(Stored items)
┌──
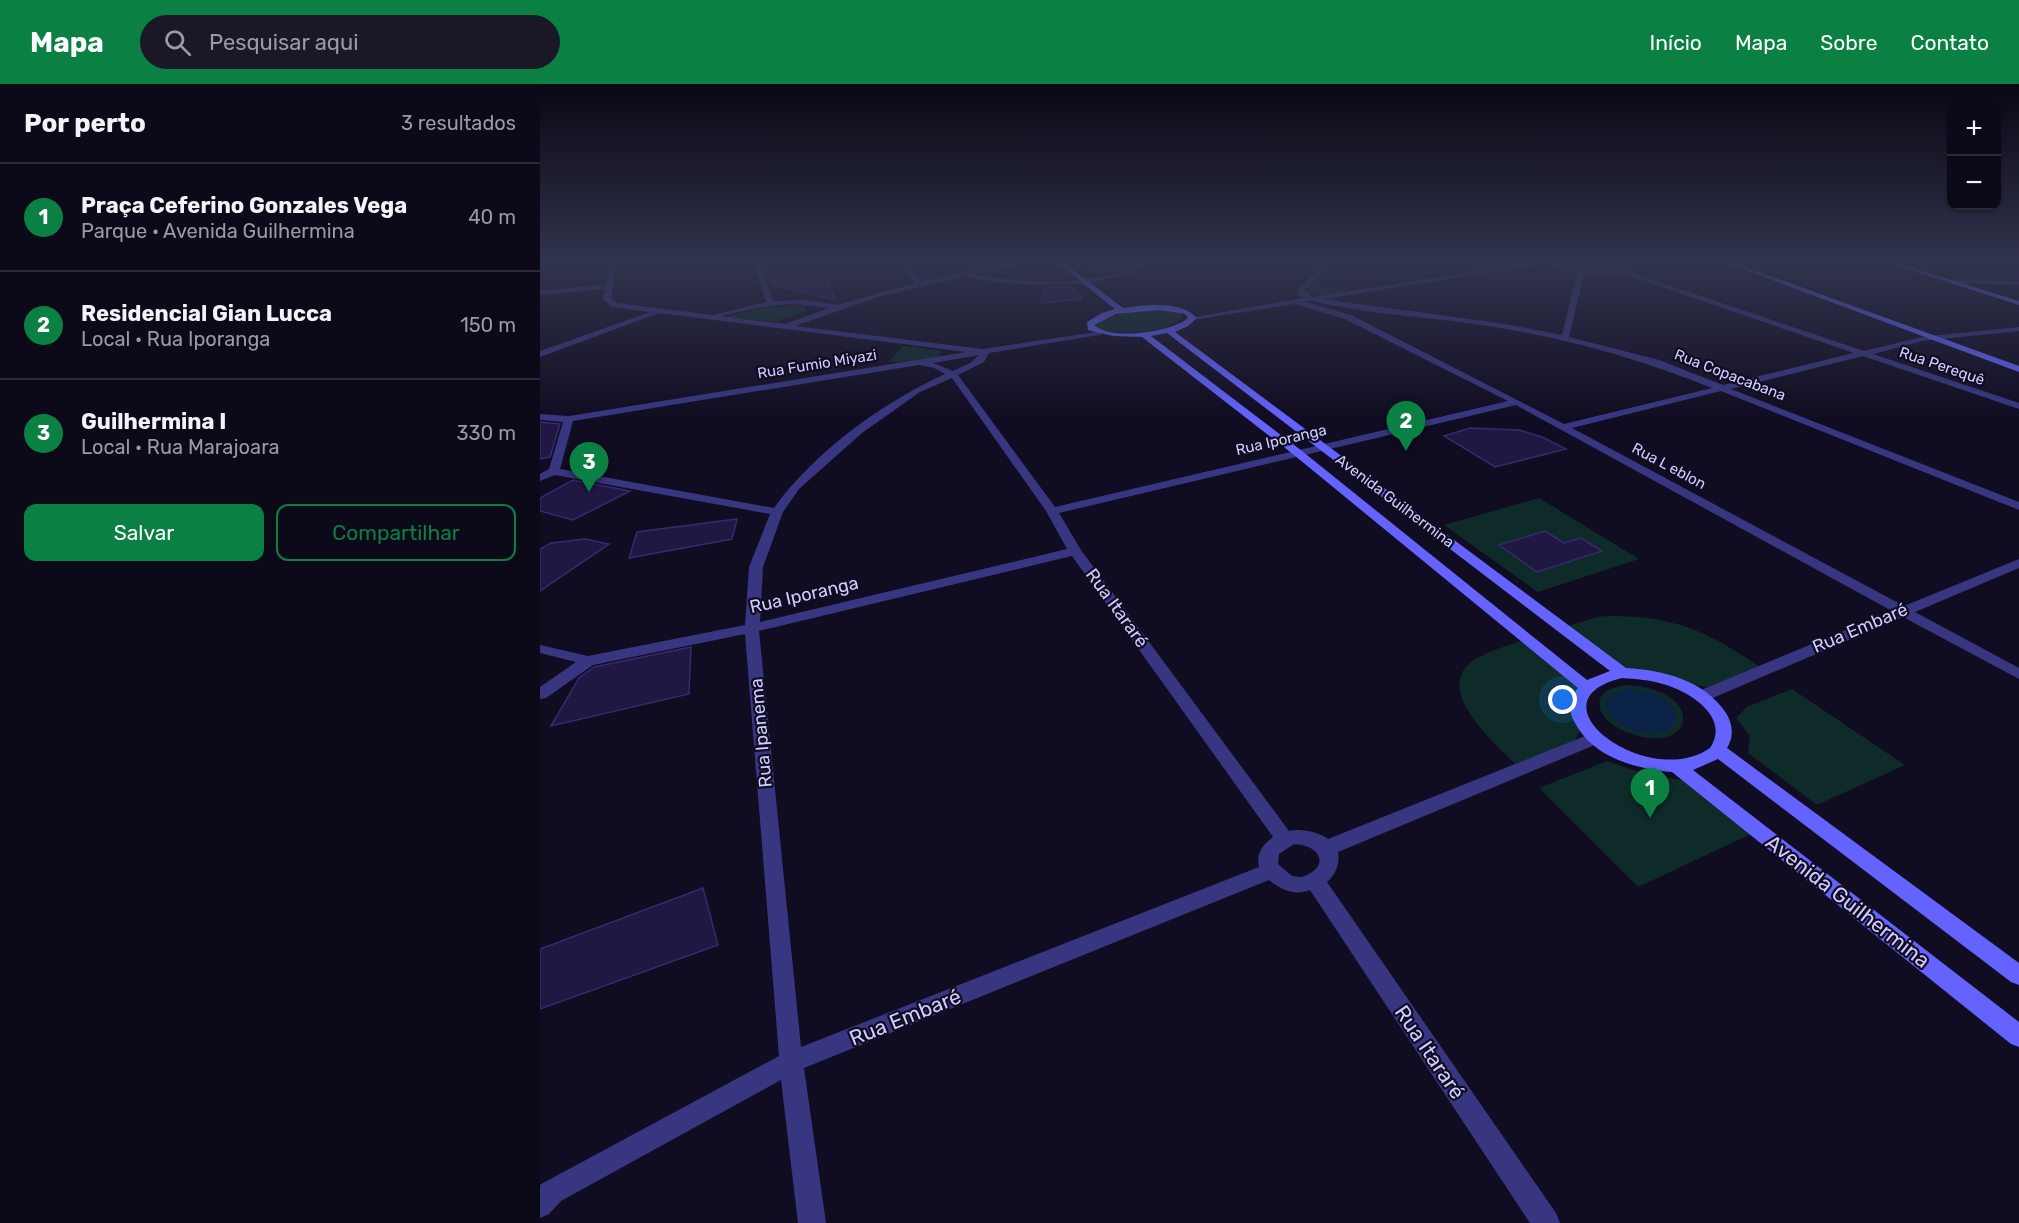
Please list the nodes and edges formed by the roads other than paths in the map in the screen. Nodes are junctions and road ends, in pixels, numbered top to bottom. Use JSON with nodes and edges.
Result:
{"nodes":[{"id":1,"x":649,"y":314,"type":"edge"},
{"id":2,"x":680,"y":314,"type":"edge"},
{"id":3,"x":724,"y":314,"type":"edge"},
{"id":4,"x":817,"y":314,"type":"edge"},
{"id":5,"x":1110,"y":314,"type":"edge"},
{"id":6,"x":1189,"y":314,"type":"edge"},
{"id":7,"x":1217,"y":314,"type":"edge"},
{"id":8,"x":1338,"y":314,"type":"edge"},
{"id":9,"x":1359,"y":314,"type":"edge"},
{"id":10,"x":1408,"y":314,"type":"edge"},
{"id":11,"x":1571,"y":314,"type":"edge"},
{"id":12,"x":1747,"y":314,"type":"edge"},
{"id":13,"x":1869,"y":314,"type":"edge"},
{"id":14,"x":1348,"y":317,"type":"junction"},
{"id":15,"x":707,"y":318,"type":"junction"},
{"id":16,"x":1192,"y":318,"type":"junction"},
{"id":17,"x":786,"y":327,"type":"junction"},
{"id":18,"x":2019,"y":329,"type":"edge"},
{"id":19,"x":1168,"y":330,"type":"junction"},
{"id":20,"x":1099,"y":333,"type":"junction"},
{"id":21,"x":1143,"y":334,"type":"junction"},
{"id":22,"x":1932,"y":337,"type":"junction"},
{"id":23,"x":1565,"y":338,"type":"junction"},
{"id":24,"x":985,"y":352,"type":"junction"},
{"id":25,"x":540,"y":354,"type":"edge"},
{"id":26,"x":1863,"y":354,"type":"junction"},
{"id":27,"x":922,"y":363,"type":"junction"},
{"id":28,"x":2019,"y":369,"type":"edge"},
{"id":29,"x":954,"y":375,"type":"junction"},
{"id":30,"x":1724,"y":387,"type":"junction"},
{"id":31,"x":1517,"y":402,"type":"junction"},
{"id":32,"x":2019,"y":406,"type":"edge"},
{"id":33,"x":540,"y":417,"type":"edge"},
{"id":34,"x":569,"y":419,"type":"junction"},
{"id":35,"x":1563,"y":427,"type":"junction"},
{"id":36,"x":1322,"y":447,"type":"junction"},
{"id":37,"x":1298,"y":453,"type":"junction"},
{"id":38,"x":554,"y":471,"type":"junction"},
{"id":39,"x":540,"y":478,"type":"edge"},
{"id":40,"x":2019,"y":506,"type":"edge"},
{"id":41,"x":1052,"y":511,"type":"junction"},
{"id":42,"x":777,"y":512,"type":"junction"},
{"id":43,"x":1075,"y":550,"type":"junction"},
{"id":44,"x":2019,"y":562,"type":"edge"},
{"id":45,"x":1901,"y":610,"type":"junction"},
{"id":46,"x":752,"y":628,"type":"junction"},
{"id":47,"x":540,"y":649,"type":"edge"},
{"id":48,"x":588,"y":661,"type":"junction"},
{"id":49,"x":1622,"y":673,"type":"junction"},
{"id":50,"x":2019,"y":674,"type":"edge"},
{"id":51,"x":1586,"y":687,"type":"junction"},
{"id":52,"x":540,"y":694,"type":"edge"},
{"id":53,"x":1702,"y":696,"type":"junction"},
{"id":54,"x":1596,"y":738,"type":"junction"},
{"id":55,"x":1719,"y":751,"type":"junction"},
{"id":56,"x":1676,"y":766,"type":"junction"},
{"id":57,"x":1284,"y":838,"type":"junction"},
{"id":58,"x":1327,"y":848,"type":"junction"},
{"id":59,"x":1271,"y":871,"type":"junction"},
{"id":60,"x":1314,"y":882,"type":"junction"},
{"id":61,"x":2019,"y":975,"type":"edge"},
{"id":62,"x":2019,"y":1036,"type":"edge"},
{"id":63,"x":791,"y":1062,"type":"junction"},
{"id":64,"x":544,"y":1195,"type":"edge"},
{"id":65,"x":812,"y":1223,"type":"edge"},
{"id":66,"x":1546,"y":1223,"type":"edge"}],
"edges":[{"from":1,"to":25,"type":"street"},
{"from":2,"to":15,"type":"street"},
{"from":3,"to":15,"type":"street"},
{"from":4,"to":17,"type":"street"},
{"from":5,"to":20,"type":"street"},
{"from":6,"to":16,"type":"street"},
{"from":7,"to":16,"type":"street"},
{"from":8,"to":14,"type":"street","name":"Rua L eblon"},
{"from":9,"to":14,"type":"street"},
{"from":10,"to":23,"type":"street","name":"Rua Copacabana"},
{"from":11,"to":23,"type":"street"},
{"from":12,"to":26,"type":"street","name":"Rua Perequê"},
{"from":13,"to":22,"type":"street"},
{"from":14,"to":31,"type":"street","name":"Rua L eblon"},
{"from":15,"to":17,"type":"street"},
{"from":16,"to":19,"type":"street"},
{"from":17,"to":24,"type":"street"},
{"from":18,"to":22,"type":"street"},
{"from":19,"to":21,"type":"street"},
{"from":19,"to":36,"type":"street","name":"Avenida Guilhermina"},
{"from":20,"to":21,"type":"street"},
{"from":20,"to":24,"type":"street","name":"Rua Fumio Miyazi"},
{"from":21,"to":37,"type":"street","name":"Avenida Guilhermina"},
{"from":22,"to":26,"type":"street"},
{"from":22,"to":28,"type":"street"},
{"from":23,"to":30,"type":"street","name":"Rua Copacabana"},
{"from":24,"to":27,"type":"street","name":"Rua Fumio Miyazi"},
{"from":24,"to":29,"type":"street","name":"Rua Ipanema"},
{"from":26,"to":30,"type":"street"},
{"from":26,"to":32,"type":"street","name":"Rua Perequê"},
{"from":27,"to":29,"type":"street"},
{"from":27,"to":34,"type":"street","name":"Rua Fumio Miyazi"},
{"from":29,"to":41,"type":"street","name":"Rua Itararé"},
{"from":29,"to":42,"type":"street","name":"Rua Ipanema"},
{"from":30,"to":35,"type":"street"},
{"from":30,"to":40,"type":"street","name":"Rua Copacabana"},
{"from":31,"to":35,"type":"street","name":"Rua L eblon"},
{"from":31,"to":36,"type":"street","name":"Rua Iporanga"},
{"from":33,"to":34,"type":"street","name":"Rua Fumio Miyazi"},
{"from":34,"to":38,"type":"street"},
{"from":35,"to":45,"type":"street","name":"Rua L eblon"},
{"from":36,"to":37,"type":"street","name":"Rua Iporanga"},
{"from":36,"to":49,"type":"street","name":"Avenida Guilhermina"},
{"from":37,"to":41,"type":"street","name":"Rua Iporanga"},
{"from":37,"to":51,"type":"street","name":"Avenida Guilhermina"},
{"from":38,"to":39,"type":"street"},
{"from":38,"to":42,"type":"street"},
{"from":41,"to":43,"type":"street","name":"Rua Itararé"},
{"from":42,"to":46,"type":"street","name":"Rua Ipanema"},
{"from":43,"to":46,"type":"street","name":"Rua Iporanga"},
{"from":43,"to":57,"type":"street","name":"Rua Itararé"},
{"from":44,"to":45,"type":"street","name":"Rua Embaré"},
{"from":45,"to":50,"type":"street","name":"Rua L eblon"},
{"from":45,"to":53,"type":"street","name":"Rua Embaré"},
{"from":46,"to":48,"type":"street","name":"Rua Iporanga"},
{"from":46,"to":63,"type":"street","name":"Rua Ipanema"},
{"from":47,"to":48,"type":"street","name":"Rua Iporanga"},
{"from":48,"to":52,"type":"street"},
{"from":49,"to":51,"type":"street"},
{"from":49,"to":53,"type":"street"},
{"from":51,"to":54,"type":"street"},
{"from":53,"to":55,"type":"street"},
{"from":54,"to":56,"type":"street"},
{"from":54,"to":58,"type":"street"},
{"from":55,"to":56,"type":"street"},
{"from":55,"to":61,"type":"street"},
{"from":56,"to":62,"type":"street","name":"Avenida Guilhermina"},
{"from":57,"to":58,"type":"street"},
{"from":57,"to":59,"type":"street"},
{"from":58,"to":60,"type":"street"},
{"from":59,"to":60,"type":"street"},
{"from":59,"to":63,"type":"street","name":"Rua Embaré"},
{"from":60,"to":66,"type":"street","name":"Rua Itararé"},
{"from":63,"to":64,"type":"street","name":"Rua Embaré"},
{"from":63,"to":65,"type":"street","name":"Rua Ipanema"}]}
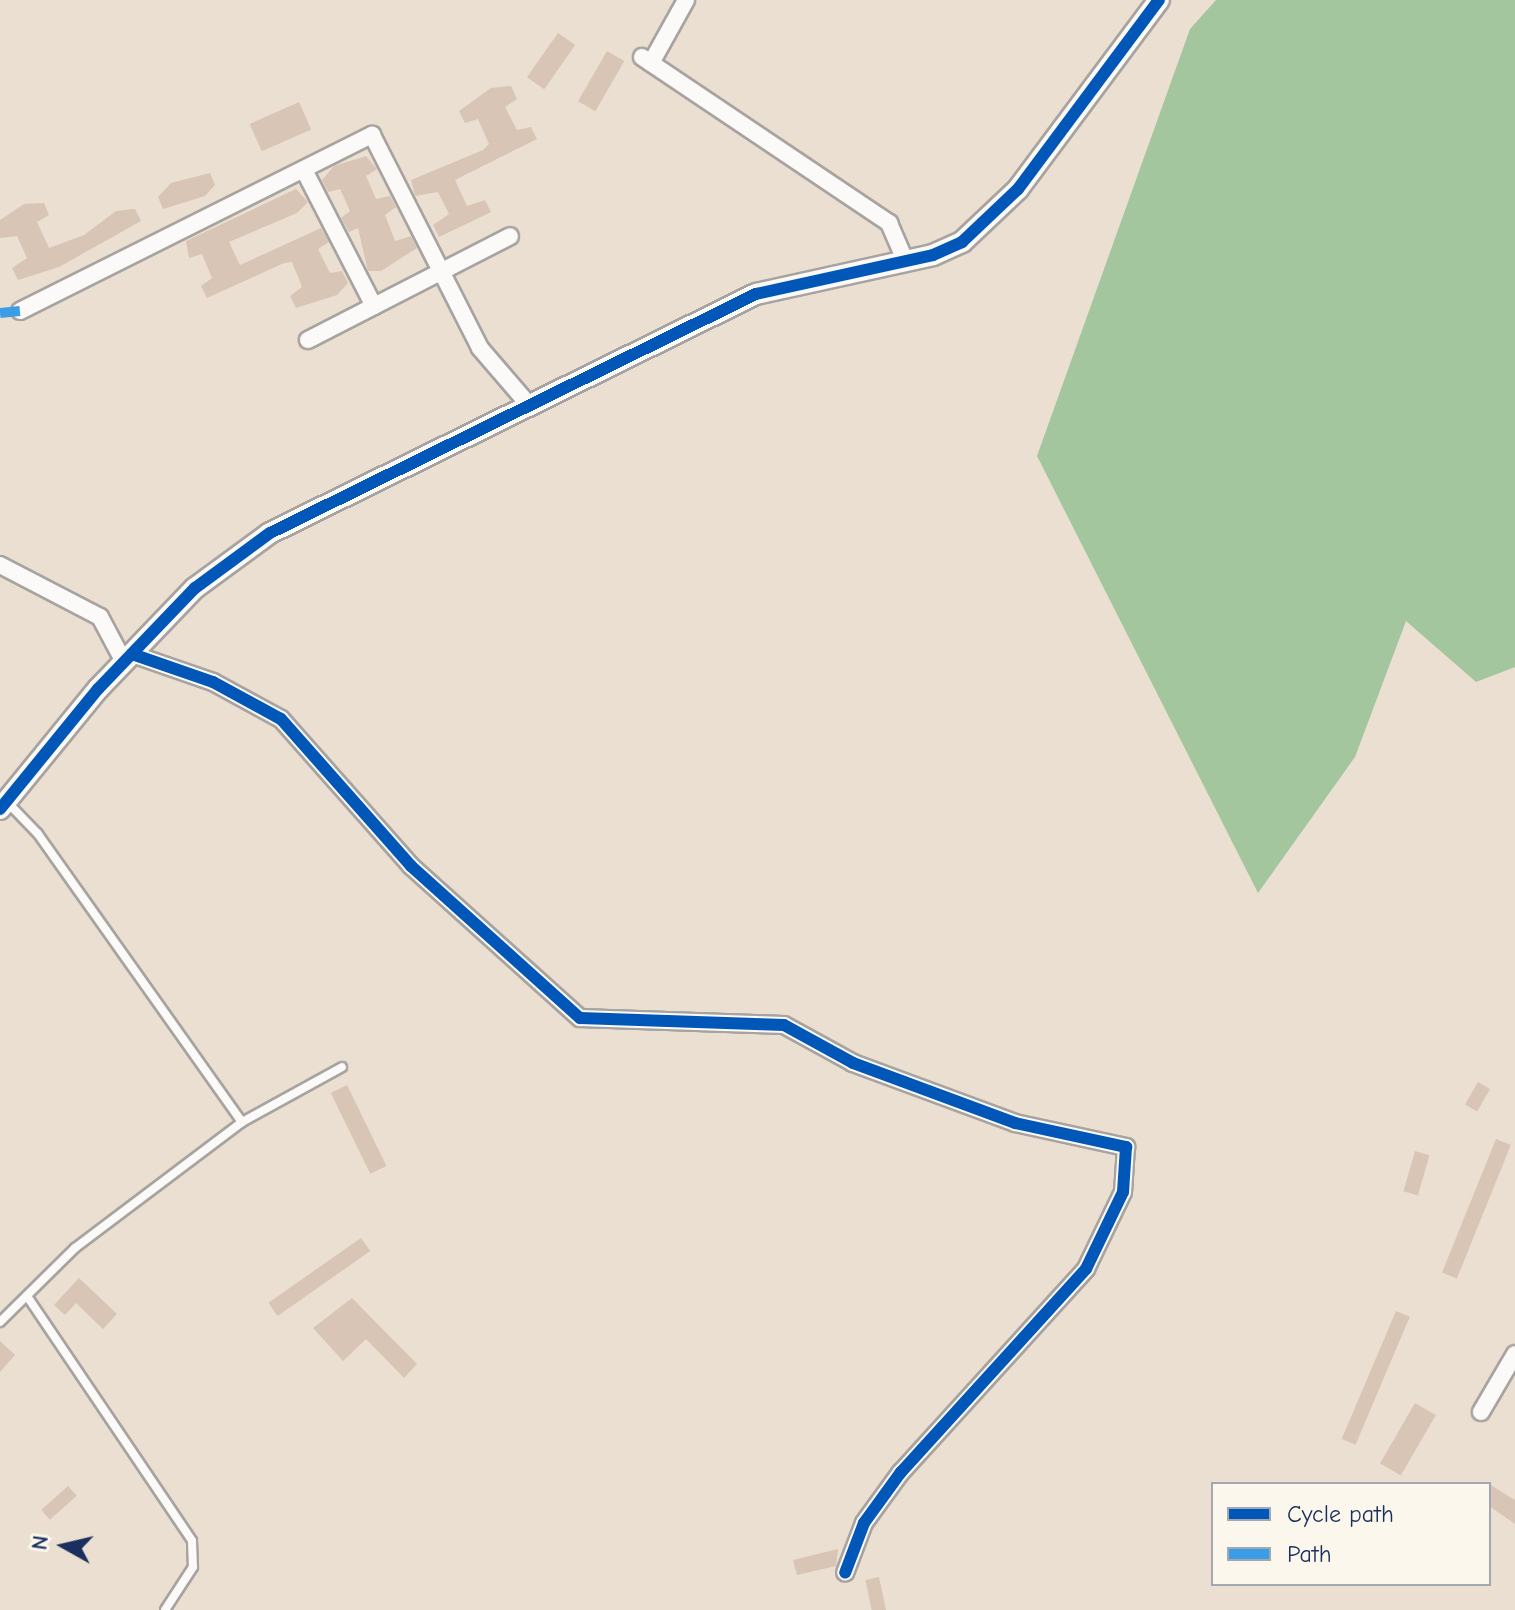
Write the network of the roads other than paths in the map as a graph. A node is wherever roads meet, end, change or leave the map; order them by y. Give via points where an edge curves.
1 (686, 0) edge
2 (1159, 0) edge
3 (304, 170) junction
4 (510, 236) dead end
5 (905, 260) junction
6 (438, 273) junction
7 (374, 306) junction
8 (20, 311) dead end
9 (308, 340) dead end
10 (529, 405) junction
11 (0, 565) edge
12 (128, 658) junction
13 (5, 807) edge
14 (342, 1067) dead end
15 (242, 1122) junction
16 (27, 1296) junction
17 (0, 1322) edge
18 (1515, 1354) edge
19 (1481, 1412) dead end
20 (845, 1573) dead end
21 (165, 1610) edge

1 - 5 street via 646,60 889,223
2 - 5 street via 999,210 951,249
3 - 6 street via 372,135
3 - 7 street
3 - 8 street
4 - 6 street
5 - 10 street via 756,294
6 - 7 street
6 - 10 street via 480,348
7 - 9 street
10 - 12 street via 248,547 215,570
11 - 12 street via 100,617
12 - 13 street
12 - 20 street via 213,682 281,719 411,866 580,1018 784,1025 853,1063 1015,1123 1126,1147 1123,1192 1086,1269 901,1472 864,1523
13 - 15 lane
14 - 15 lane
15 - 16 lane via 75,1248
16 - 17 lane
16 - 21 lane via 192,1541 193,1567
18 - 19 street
└──
### Task to complete:
Above are some records. Count the lines among them with the word "Itararé", and answer with the number only.

### Solution to this task:
4